Asees Kaur (born 26 September 1988) is an Indian singer. She has participated in various singing reality shows including Indian Idol and Awaz Punjab Di. In 2021, her song "Raatan Lambiyan" from Shershaah, with Tanishk Bagchi, became a huge hit. She has won many awards including 2 Filmfare Awards and an IIFA Award.

Kaur aspired to become a playback singer at a very young age. She started singing Gurbani at the age of 5. She made her Bollywood debut with "Dildara Reprise" from Tamanchey. Since then, she has worked with various music composers on several Bollywood songs including "Ve Maahi" from Kesari, "Makhna" from Drive, "Bandeya Re Bandeya" & "Tere Bin" from Simmba, "Akh Lad Jave" and "Chogada" from Loveyatri and "Bolna" from Kapoor & Sons.

Early life and background

Kaur hails from Panipat, Haryana. Born on 26 September 1988, she started singing at the age of 5. It was her father who pushed her for reciting Gurbani. She learnt the Gurbani by herself and won accolades at the first attempt in competitions. She is an alumnus of Bal Vikas public School, Panipat, Haryana and completed her M.Com. from S D (PG) College Panipat.

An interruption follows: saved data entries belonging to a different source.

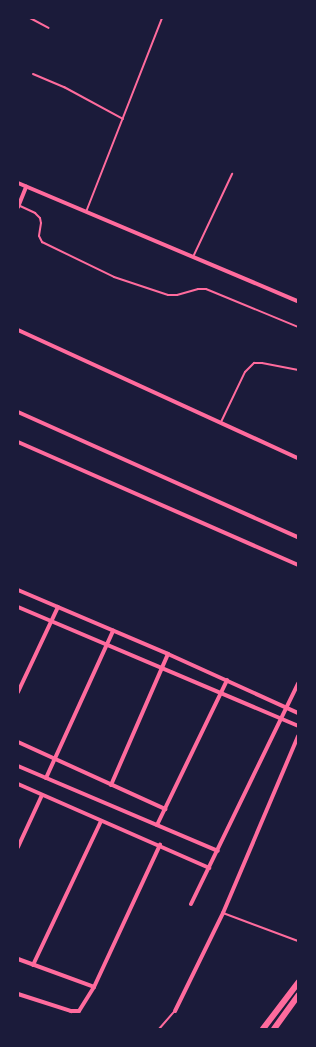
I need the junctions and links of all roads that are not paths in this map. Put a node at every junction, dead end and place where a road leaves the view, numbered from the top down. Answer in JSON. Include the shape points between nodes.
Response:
{"nodes":[{"id":1,"x":30,"y":18,"type":"edge"},
{"id":2,"x":162,"y":18,"type":"edge"},
{"id":3,"x":49,"y":28,"type":"dead end"},
{"id":4,"x":33,"y":74,"type":"dead end"},
{"id":5,"x":123,"y":119,"type":"junction"},
{"id":6,"x":232,"y":174,"type":"dead end"},
{"id":7,"x":18,"y":183,"type":"edge"},
{"id":8,"x":26,"y":187,"type":"junction"},
{"id":9,"x":18,"y":206,"type":"edge"},
{"id":10,"x":86,"y":212,"type":"junction"},
{"id":11,"x":193,"y":257,"type":"junction"},
{"id":12,"x":298,"y":301,"type":"edge"},
{"id":13,"x":298,"y":327,"type":"edge"},
{"id":14,"x":18,"y":330,"type":"edge"},
{"id":15,"x":298,"y":370,"type":"edge"},
{"id":16,"x":18,"y":412,"type":"edge"},
{"id":17,"x":221,"y":422,"type":"junction"},
{"id":18,"x":18,"y":442,"type":"edge"},
{"id":19,"x":298,"y":458,"type":"edge"},
{"id":20,"x":298,"y":536,"type":"edge"},
{"id":21,"x":298,"y":565,"type":"edge"},
{"id":22,"x":18,"y":590,"type":"edge"},
{"id":23,"x":18,"y":607,"type":"edge"},
{"id":24,"x":58,"y":607,"type":"junction"},
{"id":25,"x":52,"y":620,"type":"junction"},
{"id":26,"x":113,"y":632,"type":"junction"},
{"id":27,"x":107,"y":644,"type":"junction"},
{"id":28,"x":168,"y":654,"type":"junction"},
{"id":29,"x":161,"y":669,"type":"junction"},
{"id":30,"x":227,"y":680,"type":"junction"},
{"id":31,"x":298,"y":684,"type":"edge"},
{"id":32,"x":18,"y":692,"type":"edge"},
{"id":33,"x":221,"y":692,"type":"junction"},
{"id":34,"x":287,"y":708,"type":"junction"},
{"id":35,"x":298,"y":713,"type":"edge"},
{"id":36,"x":282,"y":720,"type":"junction"},
{"id":37,"x":298,"y":726,"type":"edge"},
{"id":38,"x":298,"y":736,"type":"edge"},
{"id":39,"x":18,"y":742,"type":"edge"},
{"id":40,"x":55,"y":759,"type":"junction"},
{"id":41,"x":18,"y":766,"type":"edge"},
{"id":42,"x":46,"y":778,"type":"junction"},
{"id":43,"x":18,"y":784,"type":"edge"},
{"id":44,"x":111,"y":785,"type":"junction"},
{"id":45,"x":42,"y":795,"type":"junction"},
{"id":46,"x":165,"y":809,"type":"junction"},
{"id":47,"x":101,"y":821,"type":"junction"},
{"id":48,"x":157,"y":825,"type":"junction"},
{"id":49,"x":160,"y":845,"type":"junction"},
{"id":50,"x":18,"y":847,"type":"edge"},
{"id":51,"x":218,"y":851,"type":"junction"},
{"id":52,"x":210,"y":868,"type":"junction"},
{"id":53,"x":191,"y":904,"type":"dead end"},
{"id":54,"x":223,"y":913,"type":"junction"},
{"id":55,"x":298,"y":941,"type":"edge"},
{"id":56,"x":18,"y":960,"type":"edge"},
{"id":57,"x":33,"y":965,"type":"junction"},
{"id":58,"x":298,"y":983,"type":"edge"},
{"id":59,"x":94,"y":987,"type":"junction"},
{"id":60,"x":18,"y":994,"type":"edge"},
{"id":61,"x":298,"y":996,"type":"edge"},
{"id":62,"x":175,"y":1011,"type":"joint"},
{"id":63,"x":159,"y":1029,"type":"edge"},
{"id":64,"x":263,"y":1029,"type":"edge"},
{"id":65,"x":274,"y":1029,"type":"edge"}],
"edges":[{"from":1,"to":3,"type":"lane"},
{"from":2,"to":5,"type":"lane"},
{"from":4,"to":5,"type":"lane","via":[[71,90]]},
{"from":5,"to":10,"type":"lane"},
{"from":6,"to":11,"type":"lane"},
{"from":7,"to":8,"type":"street"},
{"from":8,"to":9,"type":"street"},
{"from":8,"to":10,"type":"street"},
{"from":9,"to":13,"type":"lane","via":[[40,218],[42,223],[39,236],[42,242],[114,277],[168,295],[206,289]]},
{"from":10,"to":11,"type":"street"},
{"from":11,"to":12,"type":"street"},
{"from":14,"to":17,"type":"street"},
{"from":15,"to":17,"type":"lane","via":[[254,363],[245,372]]},
{"from":16,"to":20,"type":"street"},
{"from":17,"to":19,"type":"street"},
{"from":18,"to":21,"type":"street"},
{"from":22,"to":24,"type":"street"},
{"from":23,"to":25,"type":"street"},
{"from":24,"to":25,"type":"street"},
{"from":24,"to":26,"type":"street"},
{"from":25,"to":27,"type":"street"},
{"from":25,"to":32,"type":"street"},
{"from":26,"to":27,"type":"street"},
{"from":26,"to":28,"type":"street"},
{"from":27,"to":29,"type":"street"},
{"from":27,"to":40,"type":"street"},
{"from":28,"to":29,"type":"street"},
{"from":28,"to":30,"type":"street"},
{"from":29,"to":33,"type":"street"},
{"from":29,"to":44,"type":"street"},
{"from":30,"to":33,"type":"street"},
{"from":30,"to":34,"type":"street"},
{"from":31,"to":34,"type":"street"},
{"from":33,"to":36,"type":"street"},
{"from":33,"to":46,"type":"street"},
{"from":34,"to":35,"type":"street"},
{"from":34,"to":36,"type":"street"},
{"from":36,"to":37,"type":"street"},
{"from":36,"to":51,"type":"street"},
{"from":38,"to":54,"type":"street"},
{"from":39,"to":40,"type":"street"},
{"from":40,"to":42,"type":"street"},
{"from":40,"to":44,"type":"street"},
{"from":41,"to":42,"type":"street"},
{"from":42,"to":48,"type":"street"},
{"from":43,"to":45,"type":"street"},
{"from":44,"to":46,"type":"street"},
{"from":45,"to":47,"type":"street"},
{"from":45,"to":50,"type":"street"},
{"from":46,"to":48,"type":"street"},
{"from":47,"to":49,"type":"street"},
{"from":47,"to":57,"type":"street"},
{"from":48,"to":51,"type":"street"},
{"from":49,"to":52,"type":"street"},
{"from":49,"to":59,"type":"street"},
{"from":51,"to":52,"type":"street"},
{"from":52,"to":53,"type":"street"},
{"from":54,"to":55,"type":"lane"},
{"from":54,"to":62,"type":"street"},
{"from":56,"to":57,"type":"street"},
{"from":57,"to":59,"type":"street"},
{"from":58,"to":64,"type":"main road"},
{"from":59,"to":60,"type":"street","via":[[83,1007],[75,1012]]},
{"from":61,"to":65,"type":"main road"},
{"from":62,"to":63,"type":"lane"}]}
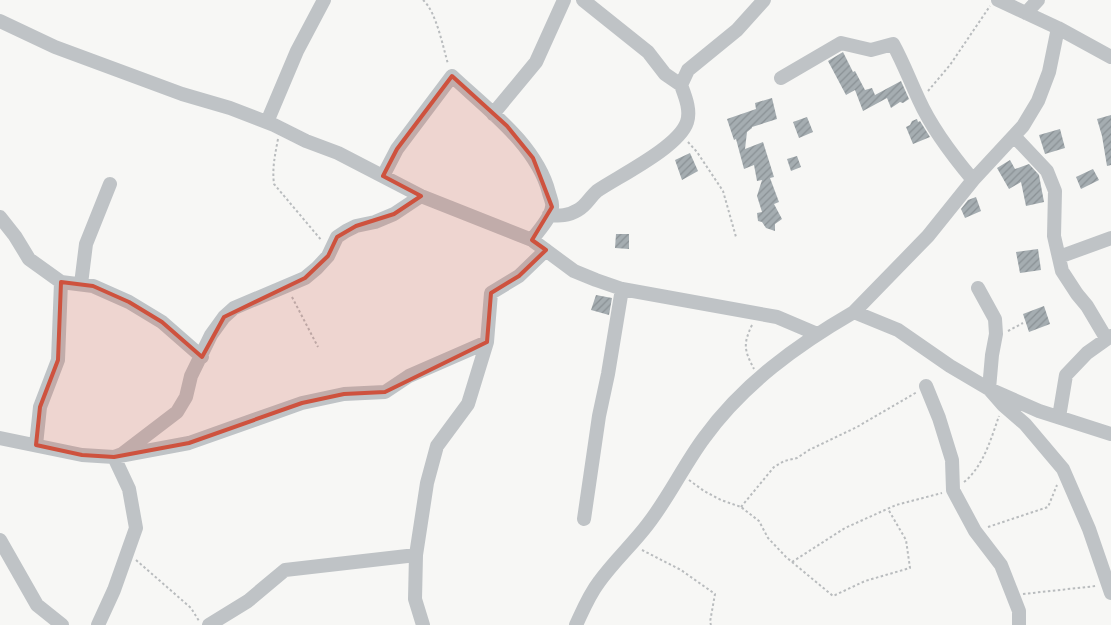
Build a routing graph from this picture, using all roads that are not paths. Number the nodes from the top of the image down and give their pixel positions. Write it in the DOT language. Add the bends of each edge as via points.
graph roads {
  1 [pos="324,0"];
  2 [pos="564,0"];
  3 [pos="583,0"];
  4 [pos="764,0"];
  5 [pos="996,0"];
  6 [pos="1038,0"];
  7 [pos="1026,12"];
  8 [pos="0,21"];
  9 [pos="1058,28"];
  10 [pos="1111,57"];
  11 [pos="781,78"];
  12 [pos="681,85"];
  13 [pos="493,114"];
  14 [pos="271,124"];
  15 [pos="1014,136"];
  16 [pos="382,176"];
  17 [pos="973,180"];
  18 [pos="110,184"];
  19 [pos="421,196"];
  20 [pos="549,215"];
  21 [pos="0,217"];
  22 [pos="1111,238"];
  23 [pos="532,240"];
  24 [pos="546,250"];
  25 [pos="1059,257"];
  26 [pos="61,282"];
  27 [pos="80,284"];
  28 [pos="978,288"];
  29 [pos="622,289"];
  30 [pos="854,312"];
  31 [pos="817,334"];
  32 [pos="1108,337"];
  33 [pos="487,342"];
  34 [pos="202,357"];
  35 [pos="926,386"];
  36 [pos="989,389"];
  37 [pos="1059,417"];
  38 [pos="1111,434"];
  39 [pos="0,438"];
  40 [pos="36,445"];
  41 [pos="114,457"];
  42 [pos="584,519"];
  43 [pos="0,540"];
  44 [pos="416,555"];
  45 [pos="1109,589"];
  46 [pos="62,625"];
  47 [pos="98,625"];
  48 [pos="209,625"];
  49 [pos="423,625"];
  50 [pos="576,625"];
  51 [pos="1019,625"];
  1 -- 14 [label="street" via="297,51"];
  2 -- 13 [label="street" via="536,62"];
  3 -- 12 [label="street" via="648,52 665,74"];
  4 -- 12 [label="street" via="737,30 688,70"];
  5 -- 7 [label="street"];
  6 -- 7 [label="street"];
  7 -- 9 [label="street"];
  8 -- 14 [label="street" via="55,47"];
  9 -- 10 [label="street"];
  9 -- 15 [label="street" via="1049,72 1038,101"];
  11 -- 17 [label="street" via="841,43 871,50 893,44 920,101 951,154"];
  12 -- 20 [label="street" via="687,104 687,122 679,133 657,154 596,192 580,210 564,216"];
  13 -- 16 [label="street" via="452,76 397,149"];
  13 -- 20 [label="street" via="533,158 547,185 552,207"];
  14 -- 16 [label="street"];
  15 -- 17 [label="street"];
  15 -- 25 [label="street" via="1047,170 1055,191 1054,236"];
  16 -- 19 [label="street"];
  17 -- 30 [label="street" via="928,236"];
  18 -- 27 [label="street" via="86,244"];
  19 -- 23 [label="street"];
  19 -- 34 [label="street" via="394,214 356,226 337,237 328,256 305,278 234,308 211,335"];
  20 -- 23 [label="street"];
  21 -- 26 [label="street" via="30,259"];
  22 -- 25 [label="street"];
  23 -- 24 [label="street"];
  24 -- 29 [label="street" via="574,271"];
  24 -- 33 [label="street" via="519,276 491,293"];
  25 -- 32 [label="street" via="1062,270 1076,294"];
  26 -- 27 [label="street"];
  26 -- 40 [label="street" via="58,360 40,407"];
  27 -- 34 [label="street" via="93,286 129,302 162,322"];
  28 -- 36 [label="street" via="995,319"];
  29 -- 31 [label="street" via="777,317"];
  29 -- 42 [label="street"];
  30 -- 31 [label="street"];
  30 -- 36 [label="street" via="898,330"];
  31 -- 50 [label="street" via="728,408 704,438 648,523 600,580"];
  32 -- 37 [label="street" via="1066,375"];
  33 -- 41 [label="street" via="409,376 385,392 344,394 302,403 189,443"];
  33 -- 44 [label="street" via="468,404 437,446 427,483"];
  34 -- 41 [label="street" via="177,412"];
  35 -- 51 [label="street" via="952,460 953,490 975,531 1001,565 1019,611"];
  36 -- 37 [label="street"];
  36 -- 45 [label="street" via="1063,468 1089,529"];
  37 -- 38 [label="street"];
  39 -- 40 [label="street"];
  40 -- 41 [label="street" via="82,456"];
  41 -- 47 [label="street" via="129,489 136,528"];
  43 -- 46 [label="street" via="37,605"];
  44 -- 48 [label="street" via="285,570 248,601"];
  44 -- 49 [label="street" via="416,599"];
}
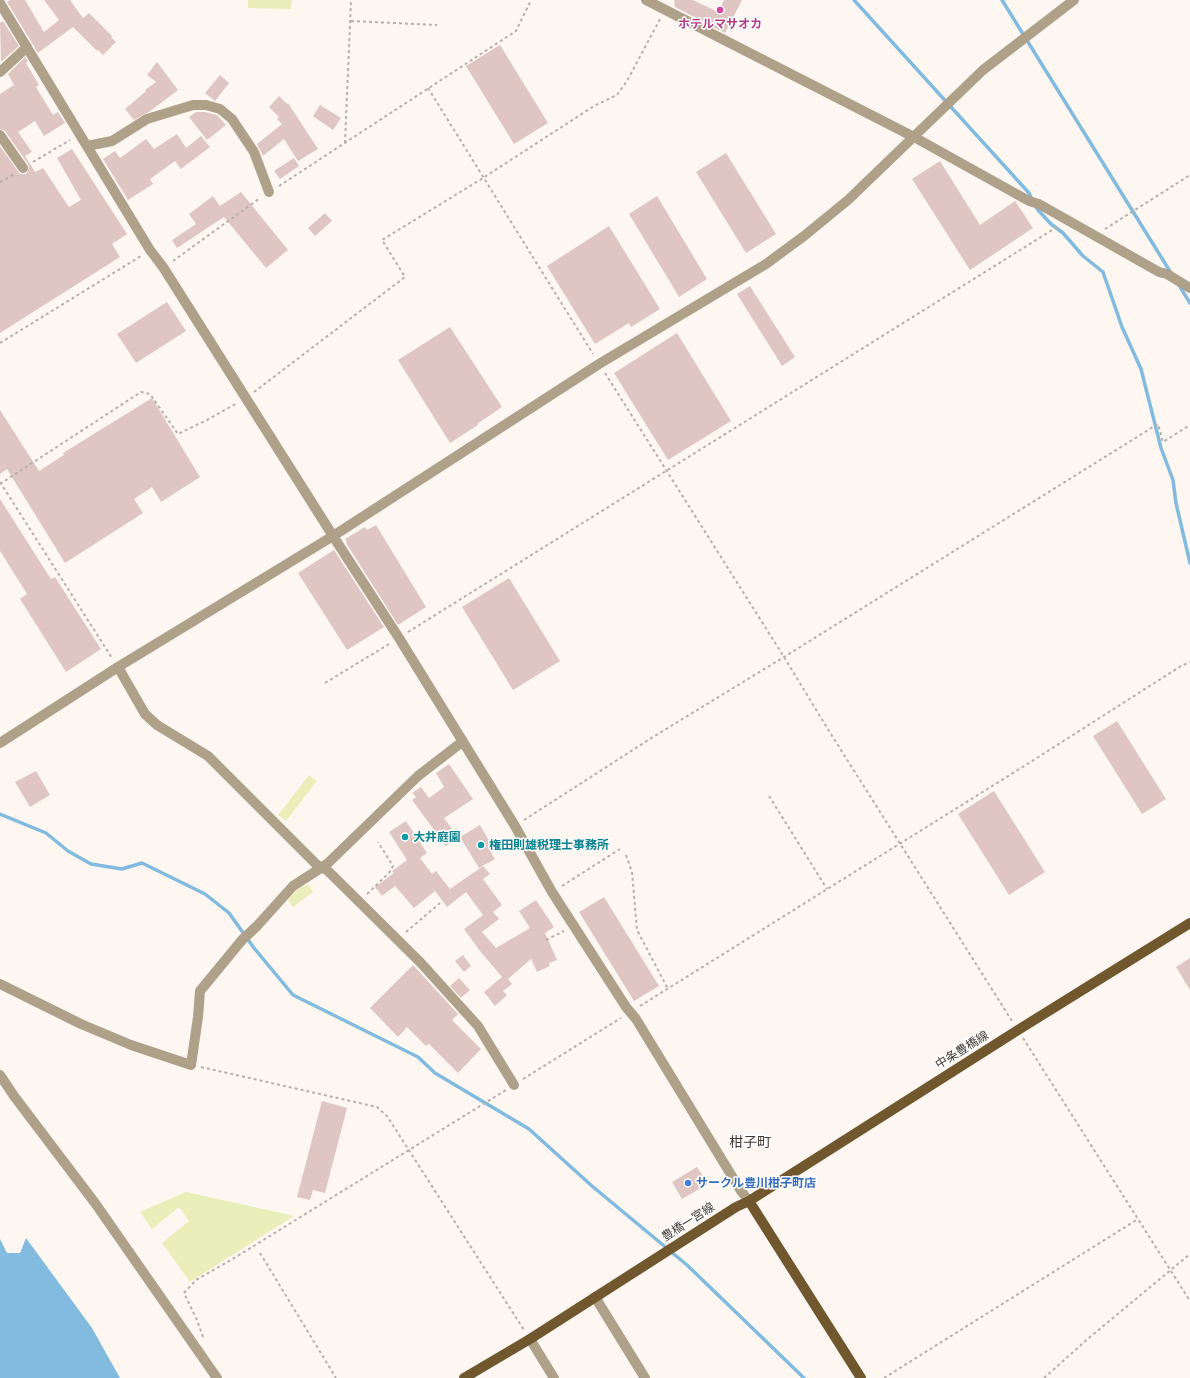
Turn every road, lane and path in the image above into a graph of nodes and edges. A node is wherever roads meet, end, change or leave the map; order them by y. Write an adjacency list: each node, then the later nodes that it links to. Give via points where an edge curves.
1 (351, 0): 7 (path)
2 (531, 0): 11 (path, via 516,31)
3 (646, 0): 6 (street)
4 (1074, 0): 14 (street, via 983,70)
5 (0, 3): 9 (street)
6 (665, 10): 14 (street); 19 (path, via 618,95 594,106)
7 (350, 21): 8 (path); 15 (path)
8 (438, 24)
9 (27, 47): 10 (street); 12 (street)
10 (0, 72)
11 (428, 88): 15 (path); 19 (path)
12 (80, 134): 16 (street); 17 (path)
13 (0, 135): 17 (street)
14 (914, 137): 23 (street); 28 (street, via 848,200 766,264)
15 (345, 143): 21 (path)
16 (87, 146): 21 (street, via 112,141 147,119 193,105 206,105 220,109 232,119 254,152); 24 (street)
17 (23, 168): 20 (path)
18 (1190, 175): 23 (path)
19 (483, 178): 28 (path); 29 (path, via 382,240 405,278)
20 (0, 182)
21 (269, 192): 25 (path)
22 (1054, 229): 31 (path)
23 (1095, 235): 26 (street)
24 (150, 250): 25 (street); 27 (path)
25 (163, 267): 29 (street)
26 (1190, 288)
27 (0, 343)
28 (599, 364): 31 (path); 33 (street)
29 (246, 398): 32 (path, via 178,434 150,394 140,392); 33 (street)
30 (1190, 425): 35 (path, via 1163,442 1158,424)
31 (667, 470): 34 (path); 35 (path)
32 (0, 483): 37 (path)
33 (333, 536): 34 (street); 37 (street)
34 (399, 638): 38 (path); 40 (street)
35 (784, 657): 42 (path); 44 (path)
36 (1190, 662): 44 (path)
37 (118, 667): 39 (street); 47 (street, via 145,714 153,722 208,756)
38 (325, 683)
39 (0, 742)
40 (462, 742): 42 (street); 47 (street, via 418,776)
41 (769, 796): 48 (path)
42 (515, 826): 49 (street)
43 (378, 842): 50 (path, via 393,866)
44 (900, 843): 48 (path); 59 (path)
45 (620, 849): 49 (path)
46 (626, 855): 57 (path, via 632,872 637,930)
47 (322, 867): 60 (street, via 293,886 242,940 200,991); 62 (street, via 420,962 478,1026)
48 (827, 889): 57 (path)
49 (552, 892): 53 (street)
50 (364, 896)
51 (440, 903): 54 (path)
52 (1190, 922): 59 (main road, 中条豊橋線)
53 (574, 926): 55 (path); 58 (street)
54 (404, 934)
55 (546, 940)
56 (0, 984): 60 (street, via 81,1024 131,1045)
57 (668, 989): 58 (path)
58 (630, 1012): 62 (path); 64 (street)
59 (1018, 1030): 64 (main road, 中条豊橋線); 65 (path)
60 (191, 1065): 63 (path, via 377,1107 387,1116)
61 (0, 1075): 73 (street, via 95,1203)
62 (514, 1085): 63 (path)
63 (409, 1151): 71 (path); 72 (path, via 196,1280 184,1294)
64 (749, 1201): 69 (main road, 豊橋一宮線); 78 (main road)
65 (1138, 1219): 68 (path); 79 (path)
66 (260, 1253): 74 (path)
67 (1190, 1254): 68 (path)
68 (1170, 1270): 70 (path); 80 (path)
69 (595, 1297): 71 (main road, 豊橋一宮線); 77 (street)
70 (1190, 1301)
71 (530, 1339): 75 (main road, 豊橋一宮線); 76 (street)
72 (204, 1341)
73 (217, 1378)
74 (336, 1378)
75 (464, 1378)
76 (554, 1378)
77 (645, 1378)
78 (861, 1378)
79 (884, 1378)
80 (1044, 1378)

As she grew up, she decided to take up singing professionally. She trained under Ustad Puran Shahkoti from Jalandhar. Her version of the Gurbani released in India and she garnered tremendous appreciation for the same. She started reciting Gurbani at various events. Her siblings were also actively involved in the Gurbani recitation.
Asees participated in a Punjabi reality show, Awaz Punjab Di, following which she came to Bombay and met various music composers.

Music career

Hindi discography
Asees is known for the song "Ve Maahi" that was trending on all platforms. She performed "Bolna" at the GIMA 2016 Fanpark. Her singles "Gal Karke" with Desi Music Factory, "Kisi Aur Naal" with VYRL Originals and "Mujhe Jeene De" with Panoctave India were instant hits and topped the charts.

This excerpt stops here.